Stored data entries
◇ ◇ ◇ ◇ ◇ ◇ ◇

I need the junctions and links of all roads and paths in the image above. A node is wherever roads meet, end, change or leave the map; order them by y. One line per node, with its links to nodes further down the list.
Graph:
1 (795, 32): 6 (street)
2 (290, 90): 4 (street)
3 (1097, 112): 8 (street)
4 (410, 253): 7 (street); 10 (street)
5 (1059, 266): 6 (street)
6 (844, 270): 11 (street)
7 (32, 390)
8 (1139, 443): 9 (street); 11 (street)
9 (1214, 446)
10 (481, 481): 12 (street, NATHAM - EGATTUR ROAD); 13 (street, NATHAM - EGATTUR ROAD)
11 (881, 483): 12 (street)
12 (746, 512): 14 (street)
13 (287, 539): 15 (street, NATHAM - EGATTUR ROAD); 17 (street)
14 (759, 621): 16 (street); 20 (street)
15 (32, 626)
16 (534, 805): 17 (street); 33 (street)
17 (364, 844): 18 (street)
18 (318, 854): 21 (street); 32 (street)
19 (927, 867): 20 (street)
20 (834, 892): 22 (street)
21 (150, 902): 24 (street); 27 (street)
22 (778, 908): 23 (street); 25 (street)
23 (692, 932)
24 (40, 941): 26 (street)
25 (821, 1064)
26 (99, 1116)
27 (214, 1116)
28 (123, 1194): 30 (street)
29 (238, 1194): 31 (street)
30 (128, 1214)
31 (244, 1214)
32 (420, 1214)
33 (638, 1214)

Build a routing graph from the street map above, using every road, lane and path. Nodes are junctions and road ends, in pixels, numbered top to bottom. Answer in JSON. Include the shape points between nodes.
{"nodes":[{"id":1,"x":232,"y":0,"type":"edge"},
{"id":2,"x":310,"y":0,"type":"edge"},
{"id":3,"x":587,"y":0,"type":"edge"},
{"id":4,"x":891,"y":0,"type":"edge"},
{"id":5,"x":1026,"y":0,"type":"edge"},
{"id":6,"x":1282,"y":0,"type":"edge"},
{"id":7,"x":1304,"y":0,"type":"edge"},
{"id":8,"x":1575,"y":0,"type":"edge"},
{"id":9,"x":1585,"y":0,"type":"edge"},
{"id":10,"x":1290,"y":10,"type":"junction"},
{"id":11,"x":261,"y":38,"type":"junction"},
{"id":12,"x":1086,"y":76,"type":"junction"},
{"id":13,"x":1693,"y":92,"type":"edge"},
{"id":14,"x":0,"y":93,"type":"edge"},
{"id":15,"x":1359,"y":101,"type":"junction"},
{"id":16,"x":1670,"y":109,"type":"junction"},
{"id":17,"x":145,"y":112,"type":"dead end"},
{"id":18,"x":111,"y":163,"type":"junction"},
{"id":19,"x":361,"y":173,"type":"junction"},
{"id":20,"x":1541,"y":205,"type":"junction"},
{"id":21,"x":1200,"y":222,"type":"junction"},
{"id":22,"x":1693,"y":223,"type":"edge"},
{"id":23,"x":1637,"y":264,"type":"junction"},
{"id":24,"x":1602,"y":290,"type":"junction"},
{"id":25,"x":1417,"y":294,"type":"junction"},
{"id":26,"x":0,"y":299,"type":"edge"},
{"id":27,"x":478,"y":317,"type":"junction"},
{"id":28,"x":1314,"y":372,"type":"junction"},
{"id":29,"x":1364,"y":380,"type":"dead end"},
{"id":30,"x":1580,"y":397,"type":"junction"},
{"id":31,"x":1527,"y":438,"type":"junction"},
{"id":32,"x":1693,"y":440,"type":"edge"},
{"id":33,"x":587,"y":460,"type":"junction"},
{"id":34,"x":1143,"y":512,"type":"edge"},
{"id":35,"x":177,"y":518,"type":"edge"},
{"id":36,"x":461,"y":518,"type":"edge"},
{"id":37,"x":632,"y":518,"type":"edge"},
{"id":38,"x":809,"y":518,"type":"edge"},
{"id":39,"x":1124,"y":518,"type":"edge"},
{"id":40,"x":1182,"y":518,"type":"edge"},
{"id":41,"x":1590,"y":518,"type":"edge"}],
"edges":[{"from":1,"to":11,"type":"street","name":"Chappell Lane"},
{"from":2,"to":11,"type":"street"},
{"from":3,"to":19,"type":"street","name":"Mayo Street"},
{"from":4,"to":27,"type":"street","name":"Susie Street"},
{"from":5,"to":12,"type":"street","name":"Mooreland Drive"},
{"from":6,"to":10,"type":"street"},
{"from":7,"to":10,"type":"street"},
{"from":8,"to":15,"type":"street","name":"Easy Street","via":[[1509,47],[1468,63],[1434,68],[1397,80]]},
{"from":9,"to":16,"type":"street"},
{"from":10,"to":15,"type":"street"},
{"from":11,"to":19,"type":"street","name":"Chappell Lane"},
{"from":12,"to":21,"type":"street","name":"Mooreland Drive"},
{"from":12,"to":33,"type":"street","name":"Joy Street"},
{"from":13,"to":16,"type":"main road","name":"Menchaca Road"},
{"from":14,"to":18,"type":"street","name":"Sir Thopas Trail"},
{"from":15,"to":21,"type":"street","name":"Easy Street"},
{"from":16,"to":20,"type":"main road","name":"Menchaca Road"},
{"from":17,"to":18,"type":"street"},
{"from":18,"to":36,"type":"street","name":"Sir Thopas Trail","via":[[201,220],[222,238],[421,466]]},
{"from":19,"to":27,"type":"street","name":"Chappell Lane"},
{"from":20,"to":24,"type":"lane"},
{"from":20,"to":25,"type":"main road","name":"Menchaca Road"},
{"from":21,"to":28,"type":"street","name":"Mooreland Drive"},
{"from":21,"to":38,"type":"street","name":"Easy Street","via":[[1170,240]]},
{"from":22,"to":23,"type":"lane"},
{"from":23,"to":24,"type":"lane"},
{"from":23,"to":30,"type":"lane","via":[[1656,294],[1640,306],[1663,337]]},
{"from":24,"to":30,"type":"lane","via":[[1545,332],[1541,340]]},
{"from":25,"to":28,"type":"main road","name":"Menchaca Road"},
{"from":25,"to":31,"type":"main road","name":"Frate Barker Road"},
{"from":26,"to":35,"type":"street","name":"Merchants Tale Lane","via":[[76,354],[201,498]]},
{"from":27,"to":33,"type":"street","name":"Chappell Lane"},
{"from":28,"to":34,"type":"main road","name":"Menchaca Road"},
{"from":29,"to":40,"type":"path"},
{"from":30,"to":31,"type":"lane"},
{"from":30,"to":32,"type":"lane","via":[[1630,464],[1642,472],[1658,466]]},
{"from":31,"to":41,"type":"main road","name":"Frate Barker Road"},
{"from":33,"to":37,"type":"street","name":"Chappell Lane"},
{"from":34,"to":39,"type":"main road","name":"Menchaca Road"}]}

◇ ◇ ◇ ◇ ◇ ◇ ◇

WHAT TO WORK ON
Every line of the data must be written out again word for word.

RESPONSE AREA
I need the junctions and links of all roads and paths in the image above. A node is wherever roads meet, end, change or leave the map; order them by y. One line per node, with its links to nodes further down the list.
Graph:
1 (795, 32): 6 (street)
2 (290, 90): 4 (street)
3 (1097, 112): 8 (street)
4 (410, 253): 7 (street); 10 (street)
5 (1059, 266): 6 (street)
6 (844, 270): 11 (street)
7 (32, 390)
8 (1139, 443): 9 (street); 11 (street)
9 (1214, 446)
10 (481, 481): 12 (street, NATHAM - EGATTUR ROAD); 13 (street, NATHAM - EGATTUR ROAD)
11 (881, 483): 12 (street)
12 (746, 512): 14 (street)
13 (287, 539): 15 (street, NATHAM - EGATTUR ROAD); 17 (street)
14 (759, 621): 16 (street); 20 (street)
15 (32, 626)
16 (534, 805): 17 (street); 33 (street)
17 (364, 844): 18 (street)
18 (318, 854): 21 (street); 32 (street)
19 (927, 867): 20 (street)
20 (834, 892): 22 (street)
21 (150, 902): 24 (street); 27 (street)
22 (778, 908): 23 (street); 25 (street)
23 (692, 932)
24 (40, 941): 26 (street)
25 (821, 1064)
26 (99, 1116)
27 (214, 1116)
28 (123, 1194): 30 (street)
29 (238, 1194): 31 (street)
30 (128, 1214)
31 (244, 1214)
32 (420, 1214)
33 (638, 1214)

Build a routing graph from the street map above, using every road, lane and path. Nodes are junctions and road ends, in pixels, numbered top to bottom. Answer in JSON. Include the shape points between nodes.
{"nodes":[{"id":1,"x":232,"y":0,"type":"edge"},
{"id":2,"x":310,"y":0,"type":"edge"},
{"id":3,"x":587,"y":0,"type":"edge"},
{"id":4,"x":891,"y":0,"type":"edge"},
{"id":5,"x":1026,"y":0,"type":"edge"},
{"id":6,"x":1282,"y":0,"type":"edge"},
{"id":7,"x":1304,"y":0,"type":"edge"},
{"id":8,"x":1575,"y":0,"type":"edge"},
{"id":9,"x":1585,"y":0,"type":"edge"},
{"id":10,"x":1290,"y":10,"type":"junction"},
{"id":11,"x":261,"y":38,"type":"junction"},
{"id":12,"x":1086,"y":76,"type":"junction"},
{"id":13,"x":1693,"y":92,"type":"edge"},
{"id":14,"x":0,"y":93,"type":"edge"},
{"id":15,"x":1359,"y":101,"type":"junction"},
{"id":16,"x":1670,"y":109,"type":"junction"},
{"id":17,"x":145,"y":112,"type":"dead end"},
{"id":18,"x":111,"y":163,"type":"junction"},
{"id":19,"x":361,"y":173,"type":"junction"},
{"id":20,"x":1541,"y":205,"type":"junction"},
{"id":21,"x":1200,"y":222,"type":"junction"},
{"id":22,"x":1693,"y":223,"type":"edge"},
{"id":23,"x":1637,"y":264,"type":"junction"},
{"id":24,"x":1602,"y":290,"type":"junction"},
{"id":25,"x":1417,"y":294,"type":"junction"},
{"id":26,"x":0,"y":299,"type":"edge"},
{"id":27,"x":478,"y":317,"type":"junction"},
{"id":28,"x":1314,"y":372,"type":"junction"},
{"id":29,"x":1364,"y":380,"type":"dead end"},
{"id":30,"x":1580,"y":397,"type":"junction"},
{"id":31,"x":1527,"y":438,"type":"junction"},
{"id":32,"x":1693,"y":440,"type":"edge"},
{"id":33,"x":587,"y":460,"type":"junction"},
{"id":34,"x":1143,"y":512,"type":"edge"},
{"id":35,"x":177,"y":518,"type":"edge"},
{"id":36,"x":461,"y":518,"type":"edge"},
{"id":37,"x":632,"y":518,"type":"edge"},
{"id":38,"x":809,"y":518,"type":"edge"},
{"id":39,"x":1124,"y":518,"type":"edge"},
{"id":40,"x":1182,"y":518,"type":"edge"},
{"id":41,"x":1590,"y":518,"type":"edge"}],
"edges":[{"from":1,"to":11,"type":"street","name":"Chappell Lane"},
{"from":2,"to":11,"type":"street"},
{"from":3,"to":19,"type":"street","name":"Mayo Street"},
{"from":4,"to":27,"type":"street","name":"Susie Street"},
{"from":5,"to":12,"type":"street","name":"Mooreland Drive"},
{"from":6,"to":10,"type":"street"},
{"from":7,"to":10,"type":"street"},
{"from":8,"to":15,"type":"street","name":"Easy Street","via":[[1509,47],[1468,63],[1434,68],[1397,80]]},
{"from":9,"to":16,"type":"street"},
{"from":10,"to":15,"type":"street"},
{"from":11,"to":19,"type":"street","name":"Chappell Lane"},
{"from":12,"to":21,"type":"street","name":"Mooreland Drive"},
{"from":12,"to":33,"type":"street","name":"Joy Street"},
{"from":13,"to":16,"type":"main road","name":"Menchaca Road"},
{"from":14,"to":18,"type":"street","name":"Sir Thopas Trail"},
{"from":15,"to":21,"type":"street","name":"Easy Street"},
{"from":16,"to":20,"type":"main road","name":"Menchaca Road"},
{"from":17,"to":18,"type":"street"},
{"from":18,"to":36,"type":"street","name":"Sir Thopas Trail","via":[[201,220],[222,238],[421,466]]},
{"from":19,"to":27,"type":"street","name":"Chappell Lane"},
{"from":20,"to":24,"type":"lane"},
{"from":20,"to":25,"type":"main road","name":"Menchaca Road"},
{"from":21,"to":28,"type":"street","name":"Mooreland Drive"},
{"from":21,"to":38,"type":"street","name":"Easy Street","via":[[1170,240]]},
{"from":22,"to":23,"type":"lane"},
{"from":23,"to":24,"type":"lane"},
{"from":23,"to":30,"type":"lane","via":[[1656,294],[1640,306],[1663,337]]},
{"from":24,"to":30,"type":"lane","via":[[1545,332],[1541,340]]},
{"from":25,"to":28,"type":"main road","name":"Menchaca Road"},
{"from":25,"to":31,"type":"main road","name":"Frate Barker Road"},
{"from":26,"to":35,"type":"street","name":"Merchants Tale Lane","via":[[76,354],[201,498]]},
{"from":27,"to":33,"type":"street","name":"Chappell Lane"},
{"from":28,"to":34,"type":"main road","name":"Menchaca Road"},
{"from":29,"to":40,"type":"path"},
{"from":30,"to":31,"type":"lane"},
{"from":30,"to":32,"type":"lane","via":[[1630,464],[1642,472],[1658,466]]},
{"from":31,"to":41,"type":"main road","name":"Frate Barker Road"},
{"from":33,"to":37,"type":"street","name":"Chappell Lane"},
{"from":34,"to":39,"type":"main road","name":"Menchaca Road"}]}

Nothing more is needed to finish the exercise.